WHAT THE EXERCISE ASKS » Determine the count of lines in the following entries that contain the string "Boulevard". Write only the number.

RECORDS PROVIDED below:

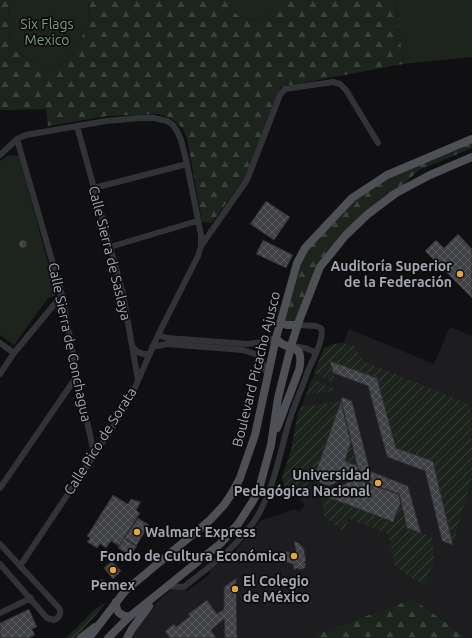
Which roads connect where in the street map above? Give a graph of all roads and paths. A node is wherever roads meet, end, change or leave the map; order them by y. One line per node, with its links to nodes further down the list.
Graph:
1 (77, 126): 2 (street); 7 (street); 8 (street, Calle Sierra de Saslaya)
2 (17, 139): 5 (street); 12 (street, Calle Sierra de Conchagua)
3 (472, 139): 13 (main road, Boulevard Picacho Ajusco)
4 (378, 143): 10 (street, Calle Pico de Sorata)
5 (0, 155)
6 (472, 157): 14 (main road, Boulevard Picacho Ajusco)
7 (187, 164): 8 (street); 9 (street)
8 (94, 188): 11 (street, Calle Sierra de Saslaya)
9 (197, 221): 10 (street); 11 (street)
10 (201, 246): 15 (street, Calle Pico de Sorata)
11 (110, 247): 18 (street, Calle Sierra de Saslaya)
12 (62, 295): 22 (street); 25 (street, Calle Sierra de Conchagua)
13 (280, 323): 14 (main road); 16 (main road, Boulevard Picacho Ajusco)
14 (297, 325): 19 (main road, Boulevard Picacho Ajusco); 21 (street)
15 (158, 335): 16 (street); 20 (street, Calle Pico de Sorata)
16 (276, 338): 19 (main road); 24 (main road, Boulevard Picacho Ajusco)
17 (0, 343): 22 (street)
18 (133, 346): 20 (street); 26 (street, Calle Sierra de Saslaya)
19 (291, 346): 21 (street); 27 (main road, Boulevard Picacho Ajusco); 27 (main road)
20 (151, 351): 24 (street); 26 (street, Calle Pico de Sorata)
21 (315, 352): 33 (street)
22 (14, 353): 23 (street)
23 (0, 374)
24 (267, 374): 35 (main road, Boulevard Picacho Ajusco)
25 (77, 376): 28 (street, Calle Sierra de Conchagua); 29 (street)
26 (138, 380): 28 (street, Calle Pico de Sorata)
27 (271, 445): 33 (main road, Boulevard Picacho Ajusco)
28 (94, 453): 32 (street, Calle Pico de Sorata)
29 (0, 488)
30 (0, 544): 32 (street)
31 (0, 564): 34 (street)
32 (20, 566): 34 (street)
33 (166, 588): 37 (main road, Boulevard Picacho Ajusco); 42 (main road)
34 (31, 598): 36 (street)
35 (116, 602): 37 (main road); 38 (main road, Boulevard Picacho Ajusco)
36 (0, 613)
37 (129, 617): 41 (main road, Boulevard Picacho Ajusco)
38 (99, 625): 39 (main road); 40 (main road, Boulevard Picacho Ajusco)
39 (81, 638)
40 (89, 638)
41 (108, 638)
42 (127, 638)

End of RECORDS PROVIDED.

WRITTEN REPLY » 12